**Collected data entries**
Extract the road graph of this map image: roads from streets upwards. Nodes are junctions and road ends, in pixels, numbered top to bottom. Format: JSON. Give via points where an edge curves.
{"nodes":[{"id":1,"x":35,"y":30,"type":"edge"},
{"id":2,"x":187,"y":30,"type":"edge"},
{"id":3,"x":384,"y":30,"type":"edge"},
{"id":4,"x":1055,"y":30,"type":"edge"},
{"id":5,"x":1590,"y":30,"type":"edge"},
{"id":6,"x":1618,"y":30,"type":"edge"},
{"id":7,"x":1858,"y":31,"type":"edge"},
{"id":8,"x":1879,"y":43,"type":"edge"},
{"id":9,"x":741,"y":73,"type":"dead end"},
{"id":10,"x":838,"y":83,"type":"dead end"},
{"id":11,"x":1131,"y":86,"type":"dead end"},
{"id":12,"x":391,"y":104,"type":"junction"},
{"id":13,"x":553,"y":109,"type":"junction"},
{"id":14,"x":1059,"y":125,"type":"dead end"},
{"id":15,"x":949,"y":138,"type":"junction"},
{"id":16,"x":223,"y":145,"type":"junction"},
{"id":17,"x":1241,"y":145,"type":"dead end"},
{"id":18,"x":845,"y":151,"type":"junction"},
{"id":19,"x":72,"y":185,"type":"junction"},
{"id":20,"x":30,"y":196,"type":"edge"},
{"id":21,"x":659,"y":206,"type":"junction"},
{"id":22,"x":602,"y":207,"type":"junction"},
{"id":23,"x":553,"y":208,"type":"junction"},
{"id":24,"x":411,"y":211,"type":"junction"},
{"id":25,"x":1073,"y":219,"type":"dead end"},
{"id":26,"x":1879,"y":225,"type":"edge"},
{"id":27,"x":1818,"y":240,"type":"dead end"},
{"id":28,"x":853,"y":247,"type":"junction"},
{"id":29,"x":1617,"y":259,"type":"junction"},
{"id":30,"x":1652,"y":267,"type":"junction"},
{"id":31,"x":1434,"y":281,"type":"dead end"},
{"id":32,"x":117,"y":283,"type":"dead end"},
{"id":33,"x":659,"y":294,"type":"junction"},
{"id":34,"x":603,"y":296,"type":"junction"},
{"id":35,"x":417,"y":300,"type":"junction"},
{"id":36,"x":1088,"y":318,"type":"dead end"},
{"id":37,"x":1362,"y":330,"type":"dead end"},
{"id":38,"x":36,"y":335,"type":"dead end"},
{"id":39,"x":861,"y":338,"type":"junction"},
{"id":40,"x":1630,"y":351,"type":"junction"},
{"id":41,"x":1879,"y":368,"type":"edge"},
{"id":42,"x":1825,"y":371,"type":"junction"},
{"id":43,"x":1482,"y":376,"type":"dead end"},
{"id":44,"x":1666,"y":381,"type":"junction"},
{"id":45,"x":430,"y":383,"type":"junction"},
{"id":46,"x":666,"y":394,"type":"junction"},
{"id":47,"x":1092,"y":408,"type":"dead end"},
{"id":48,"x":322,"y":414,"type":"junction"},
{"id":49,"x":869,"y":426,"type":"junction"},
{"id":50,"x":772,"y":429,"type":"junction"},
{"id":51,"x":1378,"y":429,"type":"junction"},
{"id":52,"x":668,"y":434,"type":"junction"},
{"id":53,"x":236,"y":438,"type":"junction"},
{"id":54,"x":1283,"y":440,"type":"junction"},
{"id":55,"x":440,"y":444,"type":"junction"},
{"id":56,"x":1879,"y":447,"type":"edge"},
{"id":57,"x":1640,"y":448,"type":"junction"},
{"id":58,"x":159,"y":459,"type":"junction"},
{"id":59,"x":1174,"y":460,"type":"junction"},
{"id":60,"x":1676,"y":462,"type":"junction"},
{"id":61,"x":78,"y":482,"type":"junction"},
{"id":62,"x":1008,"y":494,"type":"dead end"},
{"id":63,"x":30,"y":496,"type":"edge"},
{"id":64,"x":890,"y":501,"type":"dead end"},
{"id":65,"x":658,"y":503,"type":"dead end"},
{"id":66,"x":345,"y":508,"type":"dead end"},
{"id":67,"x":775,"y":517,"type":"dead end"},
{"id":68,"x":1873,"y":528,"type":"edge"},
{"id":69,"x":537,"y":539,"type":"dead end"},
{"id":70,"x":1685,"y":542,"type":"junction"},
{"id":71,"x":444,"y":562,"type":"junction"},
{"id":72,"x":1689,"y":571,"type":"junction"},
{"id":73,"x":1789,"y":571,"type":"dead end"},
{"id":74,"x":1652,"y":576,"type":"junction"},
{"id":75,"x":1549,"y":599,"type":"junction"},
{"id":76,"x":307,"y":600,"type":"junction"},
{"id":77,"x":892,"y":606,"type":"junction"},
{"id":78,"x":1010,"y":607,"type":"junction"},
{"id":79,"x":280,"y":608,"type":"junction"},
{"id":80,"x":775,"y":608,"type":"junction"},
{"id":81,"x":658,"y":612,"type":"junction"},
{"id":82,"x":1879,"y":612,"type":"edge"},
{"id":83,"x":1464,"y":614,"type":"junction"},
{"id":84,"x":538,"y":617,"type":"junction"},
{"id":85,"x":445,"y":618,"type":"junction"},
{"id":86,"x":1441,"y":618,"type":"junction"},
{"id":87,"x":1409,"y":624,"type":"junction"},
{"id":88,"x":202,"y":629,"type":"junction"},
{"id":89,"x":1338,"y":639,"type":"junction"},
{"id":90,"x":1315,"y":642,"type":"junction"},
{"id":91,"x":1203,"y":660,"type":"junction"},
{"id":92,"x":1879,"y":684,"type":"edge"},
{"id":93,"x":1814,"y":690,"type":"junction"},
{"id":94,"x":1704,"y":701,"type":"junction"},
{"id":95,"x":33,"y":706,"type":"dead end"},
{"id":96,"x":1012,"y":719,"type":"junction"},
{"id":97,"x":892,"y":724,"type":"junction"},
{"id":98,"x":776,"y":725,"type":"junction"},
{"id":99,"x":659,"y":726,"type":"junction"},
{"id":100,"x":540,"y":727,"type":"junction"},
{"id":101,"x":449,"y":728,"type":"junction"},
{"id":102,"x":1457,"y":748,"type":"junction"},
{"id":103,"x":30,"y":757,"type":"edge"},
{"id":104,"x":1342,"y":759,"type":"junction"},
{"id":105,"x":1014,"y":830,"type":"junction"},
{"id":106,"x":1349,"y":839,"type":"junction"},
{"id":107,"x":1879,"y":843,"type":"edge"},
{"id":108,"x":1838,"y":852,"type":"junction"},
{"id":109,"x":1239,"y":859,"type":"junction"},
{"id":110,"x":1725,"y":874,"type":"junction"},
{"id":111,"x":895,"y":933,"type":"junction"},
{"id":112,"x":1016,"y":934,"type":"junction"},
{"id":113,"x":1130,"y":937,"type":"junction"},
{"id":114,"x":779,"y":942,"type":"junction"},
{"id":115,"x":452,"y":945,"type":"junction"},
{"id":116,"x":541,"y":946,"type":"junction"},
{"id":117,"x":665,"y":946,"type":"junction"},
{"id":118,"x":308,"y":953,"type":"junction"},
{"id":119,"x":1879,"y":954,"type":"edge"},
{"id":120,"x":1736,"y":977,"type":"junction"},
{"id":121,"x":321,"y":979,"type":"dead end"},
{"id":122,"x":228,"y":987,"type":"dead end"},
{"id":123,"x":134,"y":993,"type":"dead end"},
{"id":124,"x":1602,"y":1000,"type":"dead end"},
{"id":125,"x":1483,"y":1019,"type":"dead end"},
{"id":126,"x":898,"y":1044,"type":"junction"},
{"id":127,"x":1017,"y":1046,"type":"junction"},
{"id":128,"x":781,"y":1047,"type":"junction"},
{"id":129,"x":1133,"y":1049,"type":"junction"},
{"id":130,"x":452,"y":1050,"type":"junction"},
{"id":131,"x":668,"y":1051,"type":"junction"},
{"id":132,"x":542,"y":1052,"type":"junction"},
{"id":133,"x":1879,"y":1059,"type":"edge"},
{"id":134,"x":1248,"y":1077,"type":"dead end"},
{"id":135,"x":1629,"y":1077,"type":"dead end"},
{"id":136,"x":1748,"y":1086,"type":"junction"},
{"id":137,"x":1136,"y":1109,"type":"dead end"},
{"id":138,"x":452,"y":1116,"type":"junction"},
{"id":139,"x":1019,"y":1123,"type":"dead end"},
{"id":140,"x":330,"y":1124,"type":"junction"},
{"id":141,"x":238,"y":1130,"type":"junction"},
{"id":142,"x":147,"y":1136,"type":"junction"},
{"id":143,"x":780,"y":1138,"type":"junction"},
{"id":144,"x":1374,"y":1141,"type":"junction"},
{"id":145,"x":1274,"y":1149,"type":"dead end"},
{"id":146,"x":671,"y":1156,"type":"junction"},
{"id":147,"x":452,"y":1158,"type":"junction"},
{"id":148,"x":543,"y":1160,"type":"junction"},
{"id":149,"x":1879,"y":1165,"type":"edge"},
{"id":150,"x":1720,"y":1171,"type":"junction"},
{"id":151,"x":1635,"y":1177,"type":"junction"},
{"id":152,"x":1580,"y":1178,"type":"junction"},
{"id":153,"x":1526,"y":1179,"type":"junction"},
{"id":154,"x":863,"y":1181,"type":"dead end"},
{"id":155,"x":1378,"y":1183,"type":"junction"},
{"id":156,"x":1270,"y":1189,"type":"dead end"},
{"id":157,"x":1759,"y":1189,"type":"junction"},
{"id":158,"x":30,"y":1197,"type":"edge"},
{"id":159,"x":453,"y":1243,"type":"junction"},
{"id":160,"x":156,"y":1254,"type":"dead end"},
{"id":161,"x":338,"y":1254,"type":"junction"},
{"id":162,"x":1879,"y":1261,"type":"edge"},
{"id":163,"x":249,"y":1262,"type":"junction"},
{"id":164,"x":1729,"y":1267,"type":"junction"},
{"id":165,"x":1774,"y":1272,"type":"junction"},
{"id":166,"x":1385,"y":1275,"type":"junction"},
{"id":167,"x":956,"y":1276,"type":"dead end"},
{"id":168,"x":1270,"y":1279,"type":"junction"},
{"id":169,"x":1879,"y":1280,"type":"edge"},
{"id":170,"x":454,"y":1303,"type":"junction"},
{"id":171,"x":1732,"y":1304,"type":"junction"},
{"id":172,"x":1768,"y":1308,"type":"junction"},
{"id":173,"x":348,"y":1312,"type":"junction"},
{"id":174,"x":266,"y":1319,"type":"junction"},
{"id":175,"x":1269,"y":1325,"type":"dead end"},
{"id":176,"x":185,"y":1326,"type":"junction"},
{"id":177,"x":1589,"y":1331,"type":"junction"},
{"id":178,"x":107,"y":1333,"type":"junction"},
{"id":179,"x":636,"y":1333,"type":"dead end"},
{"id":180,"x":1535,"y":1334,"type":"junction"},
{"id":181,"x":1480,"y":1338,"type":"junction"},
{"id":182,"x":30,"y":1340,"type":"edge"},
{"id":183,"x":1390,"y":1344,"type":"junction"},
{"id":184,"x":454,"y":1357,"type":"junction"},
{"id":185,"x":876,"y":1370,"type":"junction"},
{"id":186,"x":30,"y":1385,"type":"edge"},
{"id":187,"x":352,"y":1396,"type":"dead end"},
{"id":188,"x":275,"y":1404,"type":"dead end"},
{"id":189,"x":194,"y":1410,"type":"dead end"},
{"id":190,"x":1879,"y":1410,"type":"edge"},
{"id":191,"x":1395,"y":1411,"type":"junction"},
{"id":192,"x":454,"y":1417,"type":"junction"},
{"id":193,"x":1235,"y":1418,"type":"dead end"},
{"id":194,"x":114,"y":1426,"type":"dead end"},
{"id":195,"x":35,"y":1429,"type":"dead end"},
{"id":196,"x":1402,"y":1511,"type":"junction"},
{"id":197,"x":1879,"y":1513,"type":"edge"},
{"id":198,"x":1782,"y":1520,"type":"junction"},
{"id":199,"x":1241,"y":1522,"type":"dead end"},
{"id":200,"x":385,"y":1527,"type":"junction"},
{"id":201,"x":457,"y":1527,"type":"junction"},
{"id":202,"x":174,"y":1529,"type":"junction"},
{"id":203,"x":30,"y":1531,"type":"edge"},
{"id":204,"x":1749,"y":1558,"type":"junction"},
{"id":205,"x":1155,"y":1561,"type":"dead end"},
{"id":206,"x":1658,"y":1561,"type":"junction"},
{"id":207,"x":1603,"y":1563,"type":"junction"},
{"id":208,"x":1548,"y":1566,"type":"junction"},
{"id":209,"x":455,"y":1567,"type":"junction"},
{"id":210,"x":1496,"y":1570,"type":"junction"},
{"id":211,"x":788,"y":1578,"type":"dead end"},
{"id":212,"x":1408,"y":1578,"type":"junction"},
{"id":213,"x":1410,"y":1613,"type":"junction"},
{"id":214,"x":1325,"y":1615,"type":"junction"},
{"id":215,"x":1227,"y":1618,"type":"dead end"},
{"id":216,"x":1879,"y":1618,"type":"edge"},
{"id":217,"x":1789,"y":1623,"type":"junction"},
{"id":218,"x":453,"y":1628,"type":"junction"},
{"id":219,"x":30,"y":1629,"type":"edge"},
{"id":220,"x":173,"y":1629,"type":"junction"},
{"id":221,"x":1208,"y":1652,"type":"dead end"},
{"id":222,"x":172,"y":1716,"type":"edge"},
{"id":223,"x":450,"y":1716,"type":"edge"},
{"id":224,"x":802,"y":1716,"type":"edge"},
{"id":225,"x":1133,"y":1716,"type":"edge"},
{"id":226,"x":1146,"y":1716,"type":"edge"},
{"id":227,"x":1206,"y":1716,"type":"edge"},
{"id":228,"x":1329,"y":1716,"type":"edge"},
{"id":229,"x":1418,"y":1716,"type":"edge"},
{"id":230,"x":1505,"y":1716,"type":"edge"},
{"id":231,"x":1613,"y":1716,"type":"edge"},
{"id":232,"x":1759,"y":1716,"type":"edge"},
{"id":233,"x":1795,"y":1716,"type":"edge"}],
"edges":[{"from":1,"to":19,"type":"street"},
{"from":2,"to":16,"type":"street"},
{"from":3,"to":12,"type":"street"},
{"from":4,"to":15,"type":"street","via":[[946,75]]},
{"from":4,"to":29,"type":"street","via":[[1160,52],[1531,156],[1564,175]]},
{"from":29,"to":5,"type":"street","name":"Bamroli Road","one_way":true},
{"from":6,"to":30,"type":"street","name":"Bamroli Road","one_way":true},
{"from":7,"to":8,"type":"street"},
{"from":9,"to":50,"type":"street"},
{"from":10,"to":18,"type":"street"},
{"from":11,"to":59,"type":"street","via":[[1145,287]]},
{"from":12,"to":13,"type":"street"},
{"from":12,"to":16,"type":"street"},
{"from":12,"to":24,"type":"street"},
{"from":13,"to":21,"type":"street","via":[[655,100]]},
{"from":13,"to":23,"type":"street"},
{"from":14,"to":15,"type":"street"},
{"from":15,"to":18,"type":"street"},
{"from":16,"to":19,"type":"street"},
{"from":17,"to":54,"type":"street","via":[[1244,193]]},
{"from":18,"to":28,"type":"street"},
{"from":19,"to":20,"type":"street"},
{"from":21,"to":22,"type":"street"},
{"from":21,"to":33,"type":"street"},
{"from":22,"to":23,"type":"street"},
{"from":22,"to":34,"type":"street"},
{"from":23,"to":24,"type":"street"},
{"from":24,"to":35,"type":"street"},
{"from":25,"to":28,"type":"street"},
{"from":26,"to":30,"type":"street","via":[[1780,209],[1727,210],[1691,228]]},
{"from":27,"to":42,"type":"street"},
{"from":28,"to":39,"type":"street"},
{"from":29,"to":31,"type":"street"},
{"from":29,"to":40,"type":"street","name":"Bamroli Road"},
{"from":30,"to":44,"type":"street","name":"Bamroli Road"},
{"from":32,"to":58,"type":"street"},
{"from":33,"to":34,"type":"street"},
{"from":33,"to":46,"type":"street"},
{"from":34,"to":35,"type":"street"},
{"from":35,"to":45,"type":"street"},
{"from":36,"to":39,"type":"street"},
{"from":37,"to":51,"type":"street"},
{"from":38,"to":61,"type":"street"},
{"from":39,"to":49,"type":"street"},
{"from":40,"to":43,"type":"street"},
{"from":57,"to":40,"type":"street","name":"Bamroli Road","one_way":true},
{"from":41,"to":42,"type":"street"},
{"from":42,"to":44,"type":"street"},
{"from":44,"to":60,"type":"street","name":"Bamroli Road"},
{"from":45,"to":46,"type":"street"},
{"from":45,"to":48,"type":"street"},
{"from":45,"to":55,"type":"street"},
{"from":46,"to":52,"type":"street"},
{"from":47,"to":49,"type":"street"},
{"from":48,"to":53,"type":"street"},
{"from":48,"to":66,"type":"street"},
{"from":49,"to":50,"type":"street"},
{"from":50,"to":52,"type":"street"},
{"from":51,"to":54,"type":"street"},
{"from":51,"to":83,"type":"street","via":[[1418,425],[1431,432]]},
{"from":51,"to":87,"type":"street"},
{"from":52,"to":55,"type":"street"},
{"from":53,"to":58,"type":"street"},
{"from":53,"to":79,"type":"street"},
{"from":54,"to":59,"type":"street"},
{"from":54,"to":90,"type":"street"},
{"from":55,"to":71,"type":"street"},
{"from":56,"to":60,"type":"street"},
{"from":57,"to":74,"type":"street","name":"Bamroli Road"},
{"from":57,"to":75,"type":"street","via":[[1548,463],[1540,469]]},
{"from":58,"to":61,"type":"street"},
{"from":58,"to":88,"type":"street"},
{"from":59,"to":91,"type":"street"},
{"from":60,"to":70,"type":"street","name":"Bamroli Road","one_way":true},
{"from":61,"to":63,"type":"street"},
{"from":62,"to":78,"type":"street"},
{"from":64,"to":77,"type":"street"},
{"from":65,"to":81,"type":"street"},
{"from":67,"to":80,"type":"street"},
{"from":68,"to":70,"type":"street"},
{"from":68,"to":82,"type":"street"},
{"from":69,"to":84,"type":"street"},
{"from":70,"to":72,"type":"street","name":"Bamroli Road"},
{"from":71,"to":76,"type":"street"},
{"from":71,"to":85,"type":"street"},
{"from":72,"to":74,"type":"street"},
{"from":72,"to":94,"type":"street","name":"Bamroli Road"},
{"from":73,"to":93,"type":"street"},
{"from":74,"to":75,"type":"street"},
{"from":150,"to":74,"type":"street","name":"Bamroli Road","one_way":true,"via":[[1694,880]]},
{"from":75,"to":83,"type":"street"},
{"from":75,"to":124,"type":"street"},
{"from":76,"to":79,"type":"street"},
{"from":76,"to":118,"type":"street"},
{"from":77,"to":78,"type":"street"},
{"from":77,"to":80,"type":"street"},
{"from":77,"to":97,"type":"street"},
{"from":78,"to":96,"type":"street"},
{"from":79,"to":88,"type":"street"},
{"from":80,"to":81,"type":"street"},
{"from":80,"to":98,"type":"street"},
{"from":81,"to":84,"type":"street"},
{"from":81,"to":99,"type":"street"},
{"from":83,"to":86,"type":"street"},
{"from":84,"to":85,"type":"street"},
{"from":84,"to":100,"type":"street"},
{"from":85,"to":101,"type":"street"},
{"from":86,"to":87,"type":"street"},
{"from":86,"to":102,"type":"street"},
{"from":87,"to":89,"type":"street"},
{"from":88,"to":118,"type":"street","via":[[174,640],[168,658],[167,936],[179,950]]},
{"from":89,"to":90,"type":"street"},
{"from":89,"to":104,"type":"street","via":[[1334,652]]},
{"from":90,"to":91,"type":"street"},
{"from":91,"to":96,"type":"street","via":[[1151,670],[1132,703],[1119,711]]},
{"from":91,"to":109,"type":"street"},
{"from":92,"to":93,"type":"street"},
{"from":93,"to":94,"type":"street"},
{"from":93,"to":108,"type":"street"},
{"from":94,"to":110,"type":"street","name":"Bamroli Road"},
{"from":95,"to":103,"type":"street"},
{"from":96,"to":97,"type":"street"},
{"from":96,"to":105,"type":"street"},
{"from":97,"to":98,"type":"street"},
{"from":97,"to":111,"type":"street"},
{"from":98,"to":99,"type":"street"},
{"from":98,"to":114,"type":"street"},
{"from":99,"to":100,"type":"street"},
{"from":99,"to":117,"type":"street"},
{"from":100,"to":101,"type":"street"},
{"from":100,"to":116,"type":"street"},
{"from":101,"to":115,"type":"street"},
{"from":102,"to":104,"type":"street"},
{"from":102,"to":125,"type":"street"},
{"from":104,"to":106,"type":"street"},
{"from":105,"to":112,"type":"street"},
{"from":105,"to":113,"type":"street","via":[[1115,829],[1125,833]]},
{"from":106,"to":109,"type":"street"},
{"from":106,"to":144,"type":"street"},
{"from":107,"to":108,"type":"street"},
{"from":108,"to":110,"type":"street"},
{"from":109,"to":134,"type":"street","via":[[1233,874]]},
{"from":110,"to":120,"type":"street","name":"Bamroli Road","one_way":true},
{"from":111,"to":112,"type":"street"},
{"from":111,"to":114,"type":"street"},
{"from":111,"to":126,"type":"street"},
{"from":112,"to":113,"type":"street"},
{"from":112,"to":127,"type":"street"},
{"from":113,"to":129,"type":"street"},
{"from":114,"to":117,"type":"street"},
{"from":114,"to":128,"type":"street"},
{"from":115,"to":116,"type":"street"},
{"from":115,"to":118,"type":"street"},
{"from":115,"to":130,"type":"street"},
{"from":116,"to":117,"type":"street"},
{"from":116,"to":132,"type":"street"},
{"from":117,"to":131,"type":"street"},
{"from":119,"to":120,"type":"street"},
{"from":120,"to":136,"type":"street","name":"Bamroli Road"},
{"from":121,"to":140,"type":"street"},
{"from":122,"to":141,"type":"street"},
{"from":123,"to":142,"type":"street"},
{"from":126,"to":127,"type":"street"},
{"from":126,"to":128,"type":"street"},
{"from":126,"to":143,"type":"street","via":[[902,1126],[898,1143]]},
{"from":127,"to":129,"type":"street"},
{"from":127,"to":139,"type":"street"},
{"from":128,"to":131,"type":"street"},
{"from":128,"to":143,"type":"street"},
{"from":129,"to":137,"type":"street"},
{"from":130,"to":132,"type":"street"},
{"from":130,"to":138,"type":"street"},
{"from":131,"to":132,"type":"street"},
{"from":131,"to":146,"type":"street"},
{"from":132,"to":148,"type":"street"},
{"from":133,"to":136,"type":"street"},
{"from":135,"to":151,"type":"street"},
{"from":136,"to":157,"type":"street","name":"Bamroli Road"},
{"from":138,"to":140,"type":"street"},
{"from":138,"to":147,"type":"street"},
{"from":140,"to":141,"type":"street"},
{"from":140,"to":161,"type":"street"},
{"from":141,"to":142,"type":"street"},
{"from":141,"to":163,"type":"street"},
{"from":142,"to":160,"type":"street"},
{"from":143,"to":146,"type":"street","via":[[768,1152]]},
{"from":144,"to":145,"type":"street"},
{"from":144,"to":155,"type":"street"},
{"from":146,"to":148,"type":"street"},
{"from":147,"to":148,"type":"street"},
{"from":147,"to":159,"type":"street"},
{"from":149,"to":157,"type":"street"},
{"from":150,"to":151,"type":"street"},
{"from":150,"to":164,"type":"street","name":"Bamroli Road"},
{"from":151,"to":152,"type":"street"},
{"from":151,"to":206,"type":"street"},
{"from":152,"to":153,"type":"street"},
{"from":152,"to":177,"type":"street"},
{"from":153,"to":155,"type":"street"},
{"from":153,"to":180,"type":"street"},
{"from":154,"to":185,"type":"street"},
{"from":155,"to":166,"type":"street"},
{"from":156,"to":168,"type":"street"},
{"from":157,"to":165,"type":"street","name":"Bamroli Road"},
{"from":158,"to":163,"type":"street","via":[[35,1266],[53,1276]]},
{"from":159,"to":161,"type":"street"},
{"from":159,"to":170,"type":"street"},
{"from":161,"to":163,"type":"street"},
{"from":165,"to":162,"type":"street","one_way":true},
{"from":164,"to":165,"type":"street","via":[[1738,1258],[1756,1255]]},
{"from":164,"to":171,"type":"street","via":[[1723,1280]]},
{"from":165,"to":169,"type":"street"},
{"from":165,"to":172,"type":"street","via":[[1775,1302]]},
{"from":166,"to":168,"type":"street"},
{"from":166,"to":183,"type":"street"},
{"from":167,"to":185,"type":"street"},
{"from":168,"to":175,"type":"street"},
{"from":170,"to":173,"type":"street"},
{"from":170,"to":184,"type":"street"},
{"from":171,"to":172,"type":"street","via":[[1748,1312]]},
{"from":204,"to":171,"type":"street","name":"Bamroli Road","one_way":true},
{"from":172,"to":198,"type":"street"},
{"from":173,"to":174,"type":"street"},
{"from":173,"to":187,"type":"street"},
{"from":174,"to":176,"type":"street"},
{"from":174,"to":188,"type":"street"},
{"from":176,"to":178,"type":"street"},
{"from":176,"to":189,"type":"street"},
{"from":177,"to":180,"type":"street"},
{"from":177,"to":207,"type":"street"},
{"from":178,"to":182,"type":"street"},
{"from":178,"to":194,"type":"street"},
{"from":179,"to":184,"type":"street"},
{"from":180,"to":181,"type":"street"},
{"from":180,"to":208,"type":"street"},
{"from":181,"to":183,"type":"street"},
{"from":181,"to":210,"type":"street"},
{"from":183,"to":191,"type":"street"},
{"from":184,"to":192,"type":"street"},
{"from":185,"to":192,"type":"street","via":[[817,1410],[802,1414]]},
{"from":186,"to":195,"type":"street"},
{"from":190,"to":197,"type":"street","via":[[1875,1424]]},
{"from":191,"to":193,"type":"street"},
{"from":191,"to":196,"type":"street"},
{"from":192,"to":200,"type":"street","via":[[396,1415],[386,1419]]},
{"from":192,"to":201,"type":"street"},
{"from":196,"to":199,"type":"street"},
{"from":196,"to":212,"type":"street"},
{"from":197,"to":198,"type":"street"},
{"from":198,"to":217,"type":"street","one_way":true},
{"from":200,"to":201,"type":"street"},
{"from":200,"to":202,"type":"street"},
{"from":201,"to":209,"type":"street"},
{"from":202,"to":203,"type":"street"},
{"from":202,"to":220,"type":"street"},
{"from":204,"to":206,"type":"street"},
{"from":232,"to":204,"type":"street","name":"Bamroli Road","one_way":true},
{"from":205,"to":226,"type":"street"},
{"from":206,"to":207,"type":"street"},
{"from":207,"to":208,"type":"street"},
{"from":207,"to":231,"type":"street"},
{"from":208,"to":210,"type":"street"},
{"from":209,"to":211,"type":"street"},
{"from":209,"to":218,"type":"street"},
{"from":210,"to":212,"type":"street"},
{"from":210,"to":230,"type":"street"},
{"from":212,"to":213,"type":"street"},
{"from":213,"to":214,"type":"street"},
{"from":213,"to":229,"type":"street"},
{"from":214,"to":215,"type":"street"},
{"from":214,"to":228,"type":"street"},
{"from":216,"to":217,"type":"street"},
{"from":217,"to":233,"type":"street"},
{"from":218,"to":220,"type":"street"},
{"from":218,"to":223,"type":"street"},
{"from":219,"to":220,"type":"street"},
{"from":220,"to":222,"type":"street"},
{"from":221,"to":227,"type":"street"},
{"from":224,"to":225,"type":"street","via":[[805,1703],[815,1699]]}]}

**Task brief**
Some lines above contain the word "true". Copy each of them.

**Answer to this problem**
{"from":29,"to":5,"type":"street","name":"Bamroli Road","one_way":true},
{"from":6,"to":30,"type":"street","name":"Bamroli Road","one_way":true},
{"from":57,"to":40,"type":"street","name":"Bamroli Road","one_way":true},
{"from":60,"to":70,"type":"street","name":"Bamroli Road","one_way":true},
{"from":150,"to":74,"type":"street","name":"Bamroli Road","one_way":true,"via":[[1694,880]]},
{"from":110,"to":120,"type":"street","name":"Bamroli Road","one_way":true},
{"from":165,"to":162,"type":"street","one_way":true},
{"from":204,"to":171,"type":"street","name":"Bamroli Road","one_way":true},
{"from":198,"to":217,"type":"street","one_way":true},
{"from":232,"to":204,"type":"street","name":"Bamroli Road","one_way":true},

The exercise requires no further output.